Dataset content Block Start

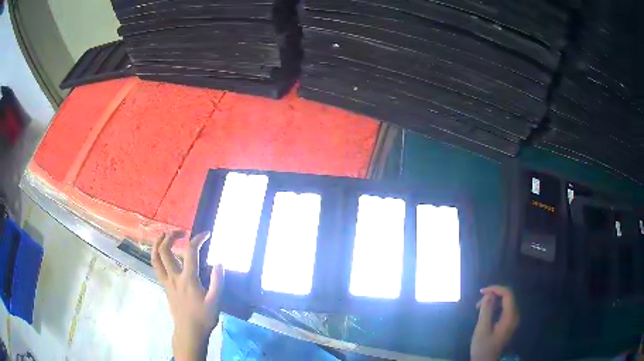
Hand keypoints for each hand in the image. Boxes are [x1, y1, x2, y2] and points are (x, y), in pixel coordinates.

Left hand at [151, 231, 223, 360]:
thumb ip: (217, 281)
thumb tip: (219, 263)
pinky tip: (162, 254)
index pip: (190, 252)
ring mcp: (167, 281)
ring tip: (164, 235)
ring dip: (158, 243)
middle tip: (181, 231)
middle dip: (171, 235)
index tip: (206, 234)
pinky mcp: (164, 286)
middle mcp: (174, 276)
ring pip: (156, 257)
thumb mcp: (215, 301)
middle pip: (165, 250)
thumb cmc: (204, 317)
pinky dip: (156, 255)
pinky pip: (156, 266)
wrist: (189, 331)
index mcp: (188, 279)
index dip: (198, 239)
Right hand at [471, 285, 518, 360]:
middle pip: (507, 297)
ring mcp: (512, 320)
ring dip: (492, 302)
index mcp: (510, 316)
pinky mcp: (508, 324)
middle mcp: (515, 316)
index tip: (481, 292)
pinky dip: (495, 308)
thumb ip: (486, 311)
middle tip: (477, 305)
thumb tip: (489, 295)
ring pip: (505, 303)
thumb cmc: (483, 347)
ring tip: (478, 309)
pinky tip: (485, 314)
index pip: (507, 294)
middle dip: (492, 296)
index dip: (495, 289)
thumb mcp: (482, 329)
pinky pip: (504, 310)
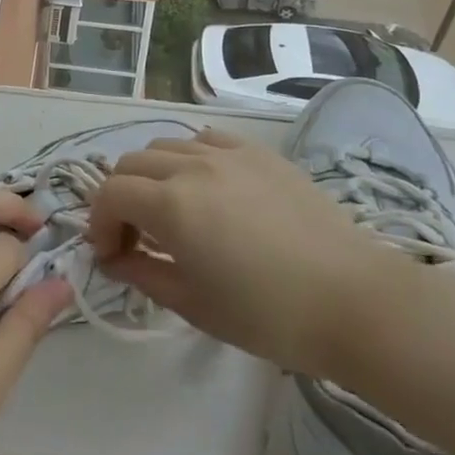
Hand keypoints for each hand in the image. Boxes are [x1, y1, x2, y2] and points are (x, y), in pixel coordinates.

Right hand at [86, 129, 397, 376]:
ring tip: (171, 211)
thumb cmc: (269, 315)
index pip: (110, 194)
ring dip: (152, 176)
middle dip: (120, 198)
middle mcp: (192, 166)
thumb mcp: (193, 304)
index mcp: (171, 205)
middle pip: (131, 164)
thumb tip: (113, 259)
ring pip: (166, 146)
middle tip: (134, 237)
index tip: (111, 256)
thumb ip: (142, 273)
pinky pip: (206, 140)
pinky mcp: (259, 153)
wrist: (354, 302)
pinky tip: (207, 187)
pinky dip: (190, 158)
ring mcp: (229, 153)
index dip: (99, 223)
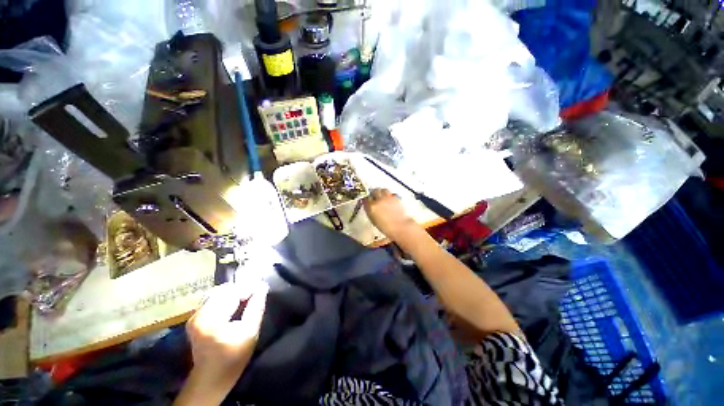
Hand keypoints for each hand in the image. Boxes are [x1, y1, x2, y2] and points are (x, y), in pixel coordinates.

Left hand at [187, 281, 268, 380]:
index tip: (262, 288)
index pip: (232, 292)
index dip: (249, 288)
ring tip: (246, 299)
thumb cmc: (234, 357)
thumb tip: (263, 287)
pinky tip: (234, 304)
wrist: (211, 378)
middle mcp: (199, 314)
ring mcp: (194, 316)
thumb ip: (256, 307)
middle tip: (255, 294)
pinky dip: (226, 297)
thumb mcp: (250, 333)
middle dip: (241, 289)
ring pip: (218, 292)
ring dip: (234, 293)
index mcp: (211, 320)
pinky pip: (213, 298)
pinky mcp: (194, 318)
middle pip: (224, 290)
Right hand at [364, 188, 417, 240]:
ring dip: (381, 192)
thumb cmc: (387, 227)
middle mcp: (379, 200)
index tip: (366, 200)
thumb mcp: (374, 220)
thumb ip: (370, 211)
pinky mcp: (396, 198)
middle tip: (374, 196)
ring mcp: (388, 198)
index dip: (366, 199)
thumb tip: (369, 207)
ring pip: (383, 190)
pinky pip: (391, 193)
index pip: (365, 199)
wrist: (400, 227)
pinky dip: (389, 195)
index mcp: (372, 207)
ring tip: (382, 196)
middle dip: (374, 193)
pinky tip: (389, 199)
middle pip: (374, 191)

Dataset content Block End
Dataset content Block Start

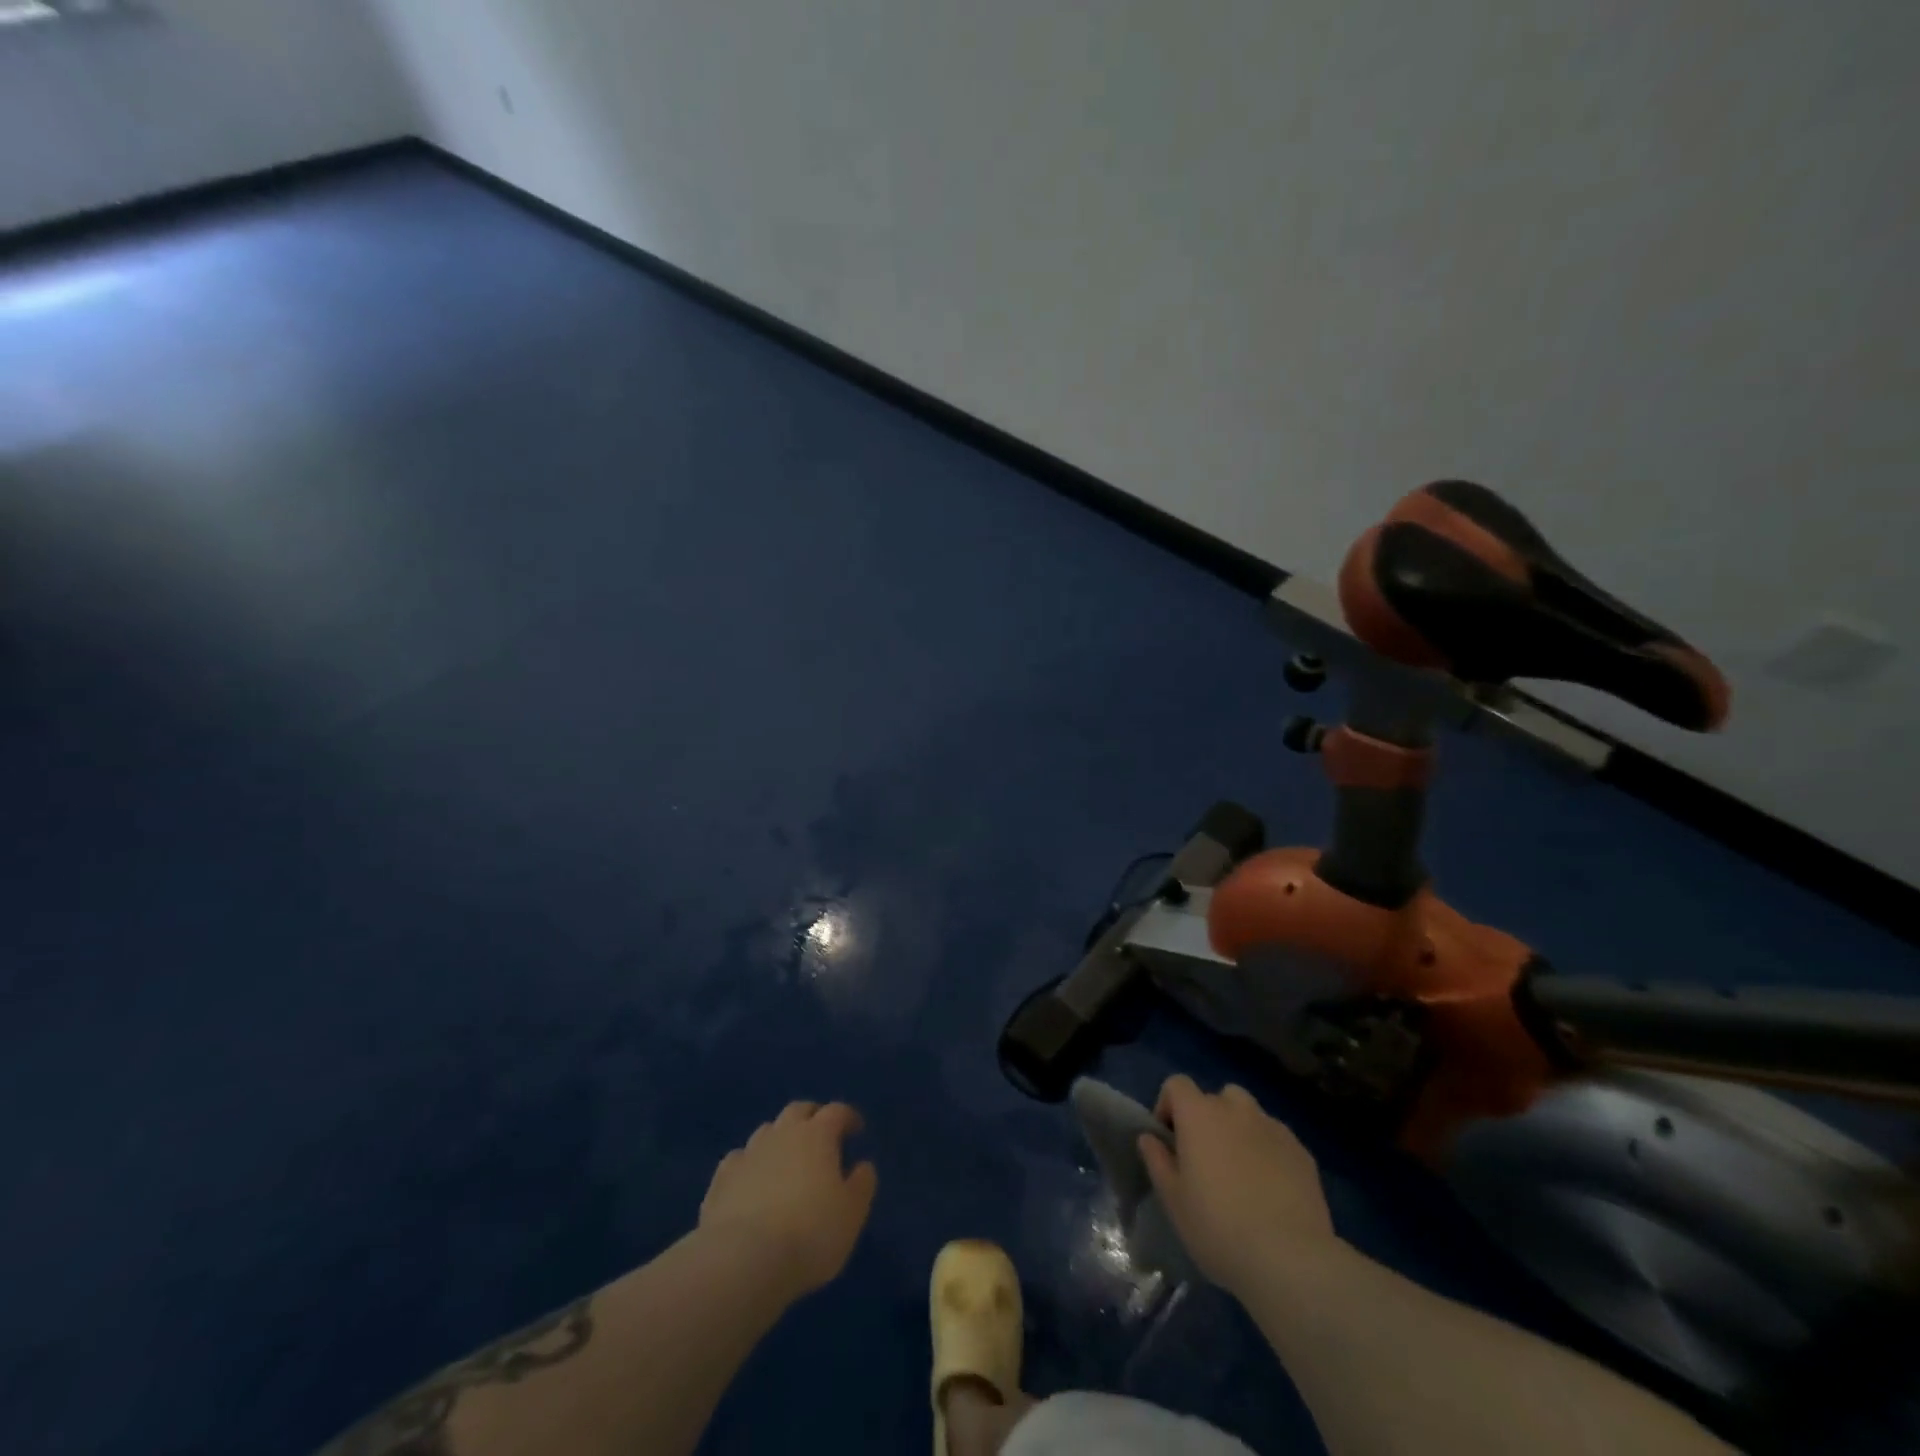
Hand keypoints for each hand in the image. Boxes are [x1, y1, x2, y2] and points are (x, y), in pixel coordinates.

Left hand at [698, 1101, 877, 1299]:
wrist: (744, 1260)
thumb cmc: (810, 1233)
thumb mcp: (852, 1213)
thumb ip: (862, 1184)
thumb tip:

Dataset content Block End

-- Problem statement --
Please, from the entries above, set down exactly the lines from the one containing "thumb cmc: (387, 227)" through the one containing "ring tip: (382, 196)", and only those.

-- Response area --
thumb cmc: (387, 227)
middle mcp: (379, 200)
index tip: (366, 200)
thumb mcp: (374, 220)
thumb ip: (370, 211)
pinky mcp: (396, 198)
middle tip: (374, 196)
ring mcp: (388, 198)
index dip: (366, 199)
thumb tip: (369, 207)
ring pip: (383, 190)
pinky pip: (391, 193)
index pip: (365, 199)
wrist: (400, 227)
pinky dip: (389, 195)
index mcp: (372, 207)
ring tip: (382, 196)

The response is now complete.